Marais' first film as leading man was Love Eternal (1943), a re-telling of Tristan and Isolde set in 1940s France, written by Jean Cocteau. It was directed by Jean Delannoy and co-starred Madeleine Sologne. It was popular and made him a star.
Beauty and the Beast and Jean CocteauEdit
He performed in a popular revival of Cocteau's 1938 play Les Parents terribles on stage.
Marais' next films were The Royalists (1947), a historical adventure film directed by Henri Calef from a novel by Balzac; and Ruy Blas (1948) with Danielle Darrieux, from a play by Victor Hugo and script by Cocetau, directed by Pierre Billon.

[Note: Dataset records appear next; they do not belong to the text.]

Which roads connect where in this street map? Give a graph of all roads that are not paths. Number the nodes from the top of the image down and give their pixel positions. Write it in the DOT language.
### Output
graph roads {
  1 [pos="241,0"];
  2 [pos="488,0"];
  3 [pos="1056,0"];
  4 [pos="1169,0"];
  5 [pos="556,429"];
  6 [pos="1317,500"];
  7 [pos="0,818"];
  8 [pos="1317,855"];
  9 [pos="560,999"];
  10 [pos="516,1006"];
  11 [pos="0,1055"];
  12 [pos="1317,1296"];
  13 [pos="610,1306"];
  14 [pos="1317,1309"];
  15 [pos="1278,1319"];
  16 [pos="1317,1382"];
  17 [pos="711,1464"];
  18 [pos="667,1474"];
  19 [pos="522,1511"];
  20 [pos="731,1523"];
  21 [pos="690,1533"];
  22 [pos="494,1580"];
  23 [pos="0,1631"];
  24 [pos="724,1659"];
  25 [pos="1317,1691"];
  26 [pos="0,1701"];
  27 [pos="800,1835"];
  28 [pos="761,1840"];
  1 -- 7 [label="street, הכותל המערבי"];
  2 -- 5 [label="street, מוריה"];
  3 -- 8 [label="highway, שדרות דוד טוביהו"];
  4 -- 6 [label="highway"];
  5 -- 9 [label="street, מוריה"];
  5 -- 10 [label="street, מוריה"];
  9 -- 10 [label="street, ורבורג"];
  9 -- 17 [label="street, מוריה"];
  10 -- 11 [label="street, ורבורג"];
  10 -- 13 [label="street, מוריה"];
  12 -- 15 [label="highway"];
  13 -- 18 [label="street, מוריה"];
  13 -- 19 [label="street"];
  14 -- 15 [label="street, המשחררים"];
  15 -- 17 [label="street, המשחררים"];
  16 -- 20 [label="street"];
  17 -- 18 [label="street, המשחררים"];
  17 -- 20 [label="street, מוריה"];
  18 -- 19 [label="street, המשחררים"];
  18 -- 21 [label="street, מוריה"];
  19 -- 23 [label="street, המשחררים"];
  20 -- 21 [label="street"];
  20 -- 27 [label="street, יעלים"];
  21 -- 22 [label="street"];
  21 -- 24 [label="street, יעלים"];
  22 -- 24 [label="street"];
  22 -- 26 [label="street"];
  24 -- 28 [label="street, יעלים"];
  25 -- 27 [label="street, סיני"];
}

Marais' second film with Cocteau as director was The Eagle with Two Heads (1948) with Edwige Feuillère. He did To the Eyes of Memory (1948) with Michele Morgan for director Jean Delannoy, a big commercial success, then Les Parents Terribles (1949) for Cocteau again.
Marais was in L'appel du destin (1953) for Georges Lacombe; The Lovers of Midnight (1953) for Roger Richebé; Voice of Silence (1953), an Italian film from G. W. Pabst; Inside a Girls' Dormitory (1953); Julietta (1953) for Marc Allegret with Dany Robin and Jeanne Moreau; the all-star Boum sur Paris (1953); and The Faith Healer (1954).

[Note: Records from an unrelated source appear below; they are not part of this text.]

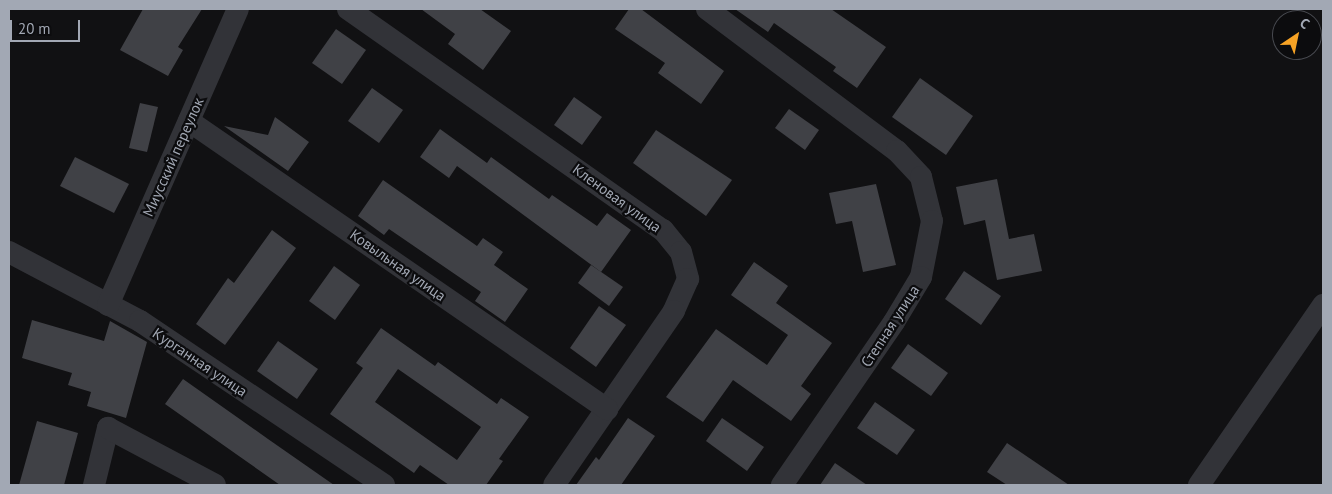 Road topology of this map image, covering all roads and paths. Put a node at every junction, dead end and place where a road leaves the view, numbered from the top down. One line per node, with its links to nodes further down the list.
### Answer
1 (238, 9): 4 (street, Миусский переулок)
2 (348, 9): 8 (street, Кленовая улица)
3 (707, 9): 13 (street, Степная улица)
4 (189, 121): 6 (street, Миусский переулок); 8 (street, Ковыльная улица)
5 (9, 252): 6 (street, Курганная улица)
6 (108, 305): 11 (street, Курганная улица)
7 (1323, 305): 14 (street)
8 (607, 409): 12 (street, Кленовая улица)
9 (94, 485): 10 (street)
10 (215, 485)
11 (384, 485)
12 (554, 485)
13 (782, 485)
14 (1198, 485) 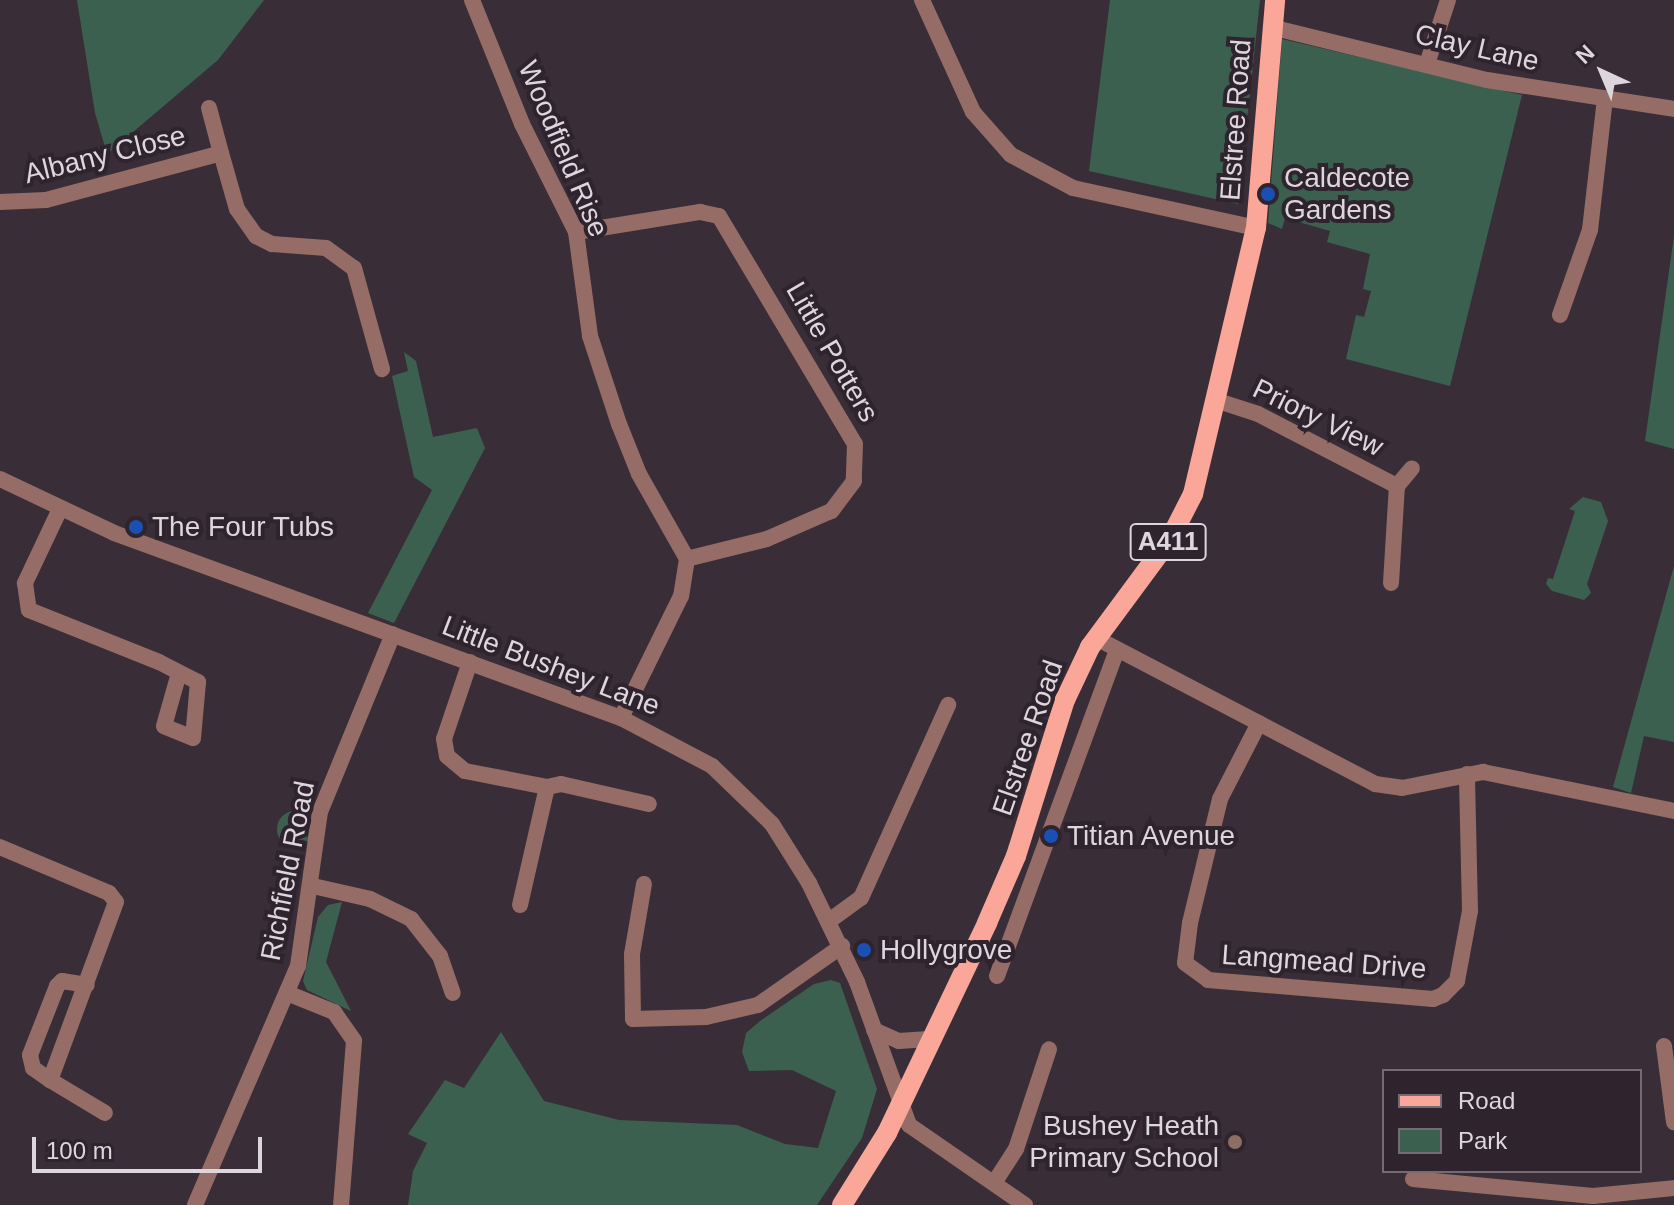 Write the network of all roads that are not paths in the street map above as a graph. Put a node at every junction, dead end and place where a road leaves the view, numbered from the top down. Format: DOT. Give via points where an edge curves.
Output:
graph roads {
  1 [pos="472,0"];
  2 [pos="922,0"];
  3 [pos="1275,0"];
  4 [pos="1448,0"];
  5 [pos="1271,27"];
  6 [pos="1427,64"];
  7 [pos="1605,99"];
  8 [pos="209,108"];
  9 [pos="1674,109"];
  10 [pos="221,153"];
  11 [pos="0,202"];
  12 [pos="1256,228"];
  13 [pos="576,232"];
  14 [pos="1560,315"];
  15 [pos="382,369"];
  16 [pos="1215,400"];
  17 [pos="1412,468"];
  18 [pos="0,479"];
  19 [pos="1397,486"];
  20 [pos="59,511"];
  21 [pos="687,559"];
  22 [pos="1391,583"];
  23 [pos="393,634"];
  24 [pos="1096,638"];
  25 [pos="1117,649"];
  26 [pos="470,662"];
  27 [pos="179,673"];
  28 [pos="948,705"];
  29 [pos="621,718"];
  30 [pos="1259,723"];
  31 [pos="1467,774"];
  32 [pos="547,787"];
  33 [pos="649,804"];
  34 [pos="1674,811"];
  35 [pos="0,847"];
  36 [pos="644,884"];
  37 [pos="313,886"];
  38 [pos="520,905"];
  39 [pos="829,921"];
  40 [pos="987,923"];
  41 [pos="1014,934"];
  42 [pos="842,946"];
  43 [pos="997,976"];
  44 [pos="87,985"];
  45 [pos="287,993"];
  46 [pos="453,993"];
  47 [pos="874,1030"];
  48 [pos="928,1039"];
  49 [pos="1664,1046"];
  50 [pos="1049,1049"];
  51 [pos="50,1080"];
  52 [pos="898,1107"];
  53 [pos="105,1113"];
  54 [pos="1674,1122"];
  55 [pos="1413,1179"];
  56 [pos="994,1183"];
  57 [pos="1674,1188"];
  58 [pos="195,1205"];
  59 [pos="341,1205"];
  60 [pos="842,1205"];
  61 [pos="1025,1205"];
  1 -- 13 [label="street, Woodfield Rise" via="522,124"];
  2 -- 12 [label="street" via="973,112 1011,155 1073,188"];
  3 -- 5 [label="main road, Elstree Road / A411"];
  4 -- 6 [label="street"];
  5 -- 6 [label="street, Clay Lane"];
  5 -- 12 [label="main road, Elstree Road / A411"];
  6 -- 7 [label="street, Clay Lane" via="1487,80"];
  7 -- 9 [label="street, Clay Lane"];
  7 -- 14 [label="street" via="1590,230"];
  8 -- 10 [label="street, Albany Close"];
  10 -- 11 [label="street, Albany Close" via="46,200"];
  10 -- 15 [label="street, Albany Close" via="237,209 256,236 272,244 326,248 354,268"];
  12 -- 16 [label="main road, Elstree Road / A411"];
  13 -- 21 [label="street, Woodfield Rise" via="590,336 609,396 639,474"];
  13 -- 21 [label="street, Little Potters" via="700,212 719,216 855,444 854,481 831,511 767,539"];
  16 -- 19 [label="street, Priory View" via="1258,414"];
  16 -- 24 [label="main road, Elstree Road / A411" via="1183,516"];
  17 -- 19 [label="street, Priory View"];
  18 -- 20 [label="street, Little Bushey Lane"];
  19 -- 22 [label="street, Priory View"];
  20 -- 23 [label="street, Little Bushey Lane"];
  20 -- 27 [label="street" via="25,583 29,610"];
  21 -- 29 [label="street" via="681,596"];
  23 -- 26 [label="street, Little Bushey Lane"];
  23 -- 37 [label="street, Richfield Road" via="325,794"];
  24 -- 25 [label="street"];
  24 -- 40 [label="main road, Elstree Road / A411" via="1065,700 1016,856"];
  25 -- 30 [label="street"];
  25 -- 41 [label="street"];
  26 -- 29 [label="street, Little Bushey Lane"];
  26 -- 32 [label="street" via="444,739 447,756 465,771"];
  28 -- 39 [label="street" via="861,898"];
  29 -- 39 [label="street, Little Bushey Lane" via="688,749 735,786 772,824"];
  30 -- 31 [label="street" via="1389,788"];
  30 -- 31 [label="street, Langmead Drive" via="1220,799 1190,923 1185,963 1208,980 1433,999 1443,995 1457,981 1470,911"];
  31 -- 34 [label="street" via="1483,772"];
  32 -- 33 [label="street" via="561,784"];
  32 -- 38 [label="street"];
  35 -- 44 [label="street" via="109,893 116,902"];
  36 -- 42 [label="street" via="632,954 633,1019 747,1009 778,994"];
  37 -- 45 [label="street, Richfield Road"];
  37 -- 46 [label="street" via="370,899 411,919 440,956"];
  39 -- 42 [label="street, Little Bushey Lane"];
  40 -- 41 [label="street"];
  40 -- 48 [label="main road, Elstree Road / A411"];
  41 -- 43 [label="street"];
  42 -- 47 [label="street, Little Bushey Lane"];
  44 -- 51 [label="street"];
  44 -- 51 [label="street" via="62,981 57,986 30,1055 33,1068"];
  45 -- 58 [label="street, Richfield Road"];
  45 -- 59 [label="street" via="334,1012 354,1041"];
  47 -- 48 [label="street" via="899,1041"];
  47 -- 52 [label="street, Little Bushey Lane"];
  48 -- 52 [label="main road, Elstree Road / A411"];
  49 -- 54 [label="street"];
  50 -- 56 [label="street" via="1016,1149"];
  51 -- 53 [label="street"];
  52 -- 56 [label="street" via="909,1125"];
  52 -- 60 [label="main road, Elstree Road / A411"];
  55 -- 57 [label="street" via="1593,1196"];
  56 -- 61 [label="street"];
}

Marais starred in a version of The Count of Monte Cristo (1954) that was hugely popular. He then made some all-star Guitry films, Royal Affairs in Versailles (1954), Napoleon (1955) (playing Charles Tristan, marquis de Montholon) and If Paris Were Told to Us (1956); School for Love (1955) for Allegret, with a young Brigitte Bardot, a box office flop; Kiss of Fire (1956) for Robert Darène; and The Whole Town Accuses (1956).

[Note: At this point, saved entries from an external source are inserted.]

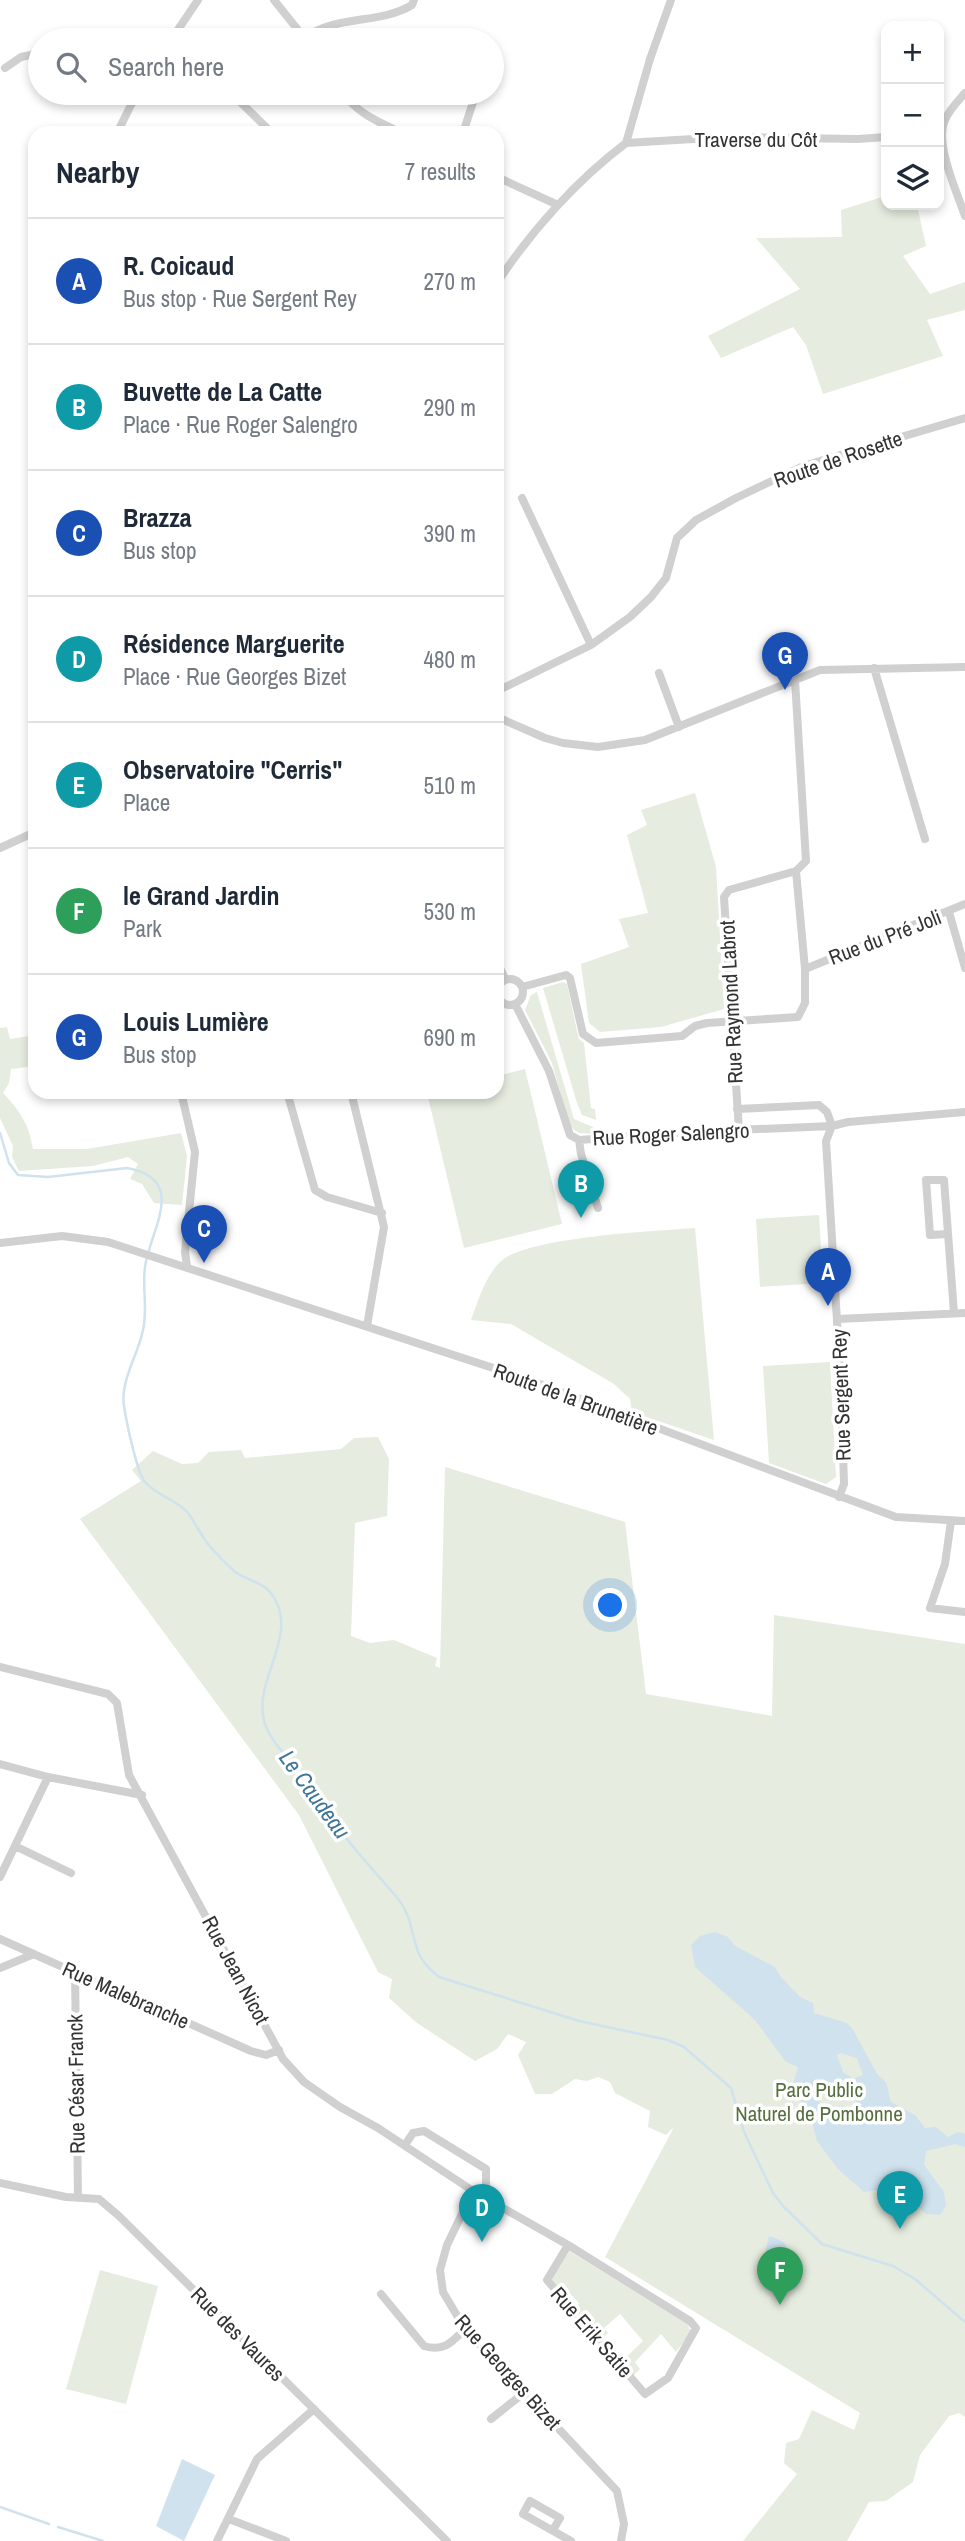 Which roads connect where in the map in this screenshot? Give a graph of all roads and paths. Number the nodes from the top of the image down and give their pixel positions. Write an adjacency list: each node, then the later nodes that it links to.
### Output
1 (198, 0): 5 (street)
2 (274, 0): 6 (street)
3 (414, 0): 7 (street)
4 (671, 0): 21 (street)
5 (179, 28)
6 (297, 28)
7 (324, 28)
8 (28, 56): 9 (street)
9 (5, 68)
10 (965, 93): 15 (street)
11 (131, 105): 16 (street)
12 (243, 105): 17 (street)
13 (353, 105): 18 (street)
14 (472, 105): 19 (street)
15 (944, 121)
16 (120, 126)
17 (265, 126)
18 (387, 126)
19 (465, 126)
20 (881, 137): 21 (street, Traverse du Côt)
21 (626, 142): 24 (street)
22 (943, 147): 25 (street)
23 (504, 180): 24 (street)
24 (558, 205): 26 (street)
25 (965, 216)
26 (504, 272)
27 (965, 418): 29 (street, Route de Rosette)
28 (522, 498): 29 (street)
29 (591, 645): 34 (street, Route de Rosette)
30 (965, 667): 31 (street)
31 (874, 668): 33 (street); 38 (street)
32 (659, 673): 36 (street)
33 (795, 680): 36 (street); 40 (street)
34 (504, 688)
35 (504, 720): 36 (street)
36 (679, 727)
37 (28, 835): 39 (street)
38 (925, 839)
39 (0, 848)
40 (796, 872): 44 (street); 49 (street, Rue Raymond Labrot)
41 (965, 904): 42 (street, Rue du Pré Joli)
42 (949, 912): 43 (street); 44 (street, Rue du Pré Joli)
43 (965, 968)
44 (805, 969): 49 (street)
45 (505, 979): 46 (street)
46 (522, 987): 48 (street); 49 (street)
47 (504, 1003): 48 (street)
48 (515, 1004): 57 (street, Rue Roger Salengro)
49 (733, 1022): 53 (street, Rue Raymond Labrot)
50 (183, 1099): 62 (street)
51 (289, 1099): 59 (street)
52 (353, 1099): 59 (street)
53 (737, 1109): 55 (street); 56 (street, Rue Raymond Labrot)
54 (965, 1112): 55 (street, Rue Roger Salengro)
55 (832, 1126): 56 (street, Rue Roger Salengro); 65 (street, Rue Sergent Rey)
56 (739, 1130): 57 (street, Rue Roger Salengro)
57 (579, 1140): 58 (street)
58 (598, 1208)
59 (382, 1213): 66 (street)
60 (948, 1234): 60 (street); 63 (street)
61 (0, 1243): 62 (street, Route de la Brunetière)
62 (187, 1266): 66 (street, Route de la Brunetière)
63 (954, 1313): 64 (street); 65 (street)
64 (965, 1313)
65 (838, 1319): 67 (street, Rue Sergent Rey)
66 (367, 1326): 67 (street, Route de la Brunetière)
67 (839, 1497): 68 (street, Route de la Brunetière)
68 (951, 1521): 69 (street, Route de la Brunetière); 70 (street)
69 (965, 1521)
70 (965, 1612)
71 (0, 1667): 74 (street, Rue Jean Nicot)
72 (0, 1764): 73 (street)
73 (48, 1777): 74 (street); 75 (street)
74 (142, 1795): 82 (street, Rue Jean Nicot)
75 (15, 1846): 76 (street); 77 (street)
76 (71, 1873)
77 (0, 1877)
78 (0, 1938): 79 (street, Rue Malebranche)
79 (34, 1954): 80 (street); 81 (street, Rue Malebranche)
80 (0, 1968)
81 (75, 1972): 84 (street, Rue Malebranche); 89 (street, Rue César Franck)
82 (274, 2040): 83 (street, Rue Jean Nicot); 84 (street)
83 (279, 2050): 84 (street, Rue Malebranche); 85 (street, Rue Jean Nicot)
84 (251, 2051)
85 (405, 2145): 87 (street, Rue Jean Nicot); 88 (street)
86 (0, 2183): 89 (street, Rue des Vaures)
87 (474, 2191): 88 (street, Rue Jean Nicot); 92 (street, Rue Georges Bizet)
88 (483, 2196): 90 (street, Rue Erik Satie)
89 (78, 2197): 94 (street, Rue des Vaures)
90 (568, 2245): 90 (street, Rue Erik Satie)
91 (381, 2294): 92 (street)
92 (465, 2329): 93 (street, Rue Georges Bizet)
93 (525, 2392): 95 (street); 102 (street, Rue Georges Bizet)
94 (314, 2409): 96 (street); 100 (street, Rue des Vaures)
95 (491, 2419)
96 (229, 2519): 98 (street); 99 (street)
97 (553, 2530): 101 (street)
98 (217, 2541)
99 (286, 2541)
100 (447, 2541)
101 (571, 2541)
102 (621, 2541)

Marais did Elena and Her Men (1956) with Ingrid Bergman and Mel Ferrer for Jean Renoir. He followed it with Typhoon Over Nagasaki (1957) with Darrieux; S.O.S. Noronha (1957); White Nights (1957) for Luchino Visconti, with Maria Schell and Marcello Mastroianni; Girl in His Pocket (1958); King on Horseback (1958); Every Day Has Its Secret (1958); and the all-star Life Together (1958).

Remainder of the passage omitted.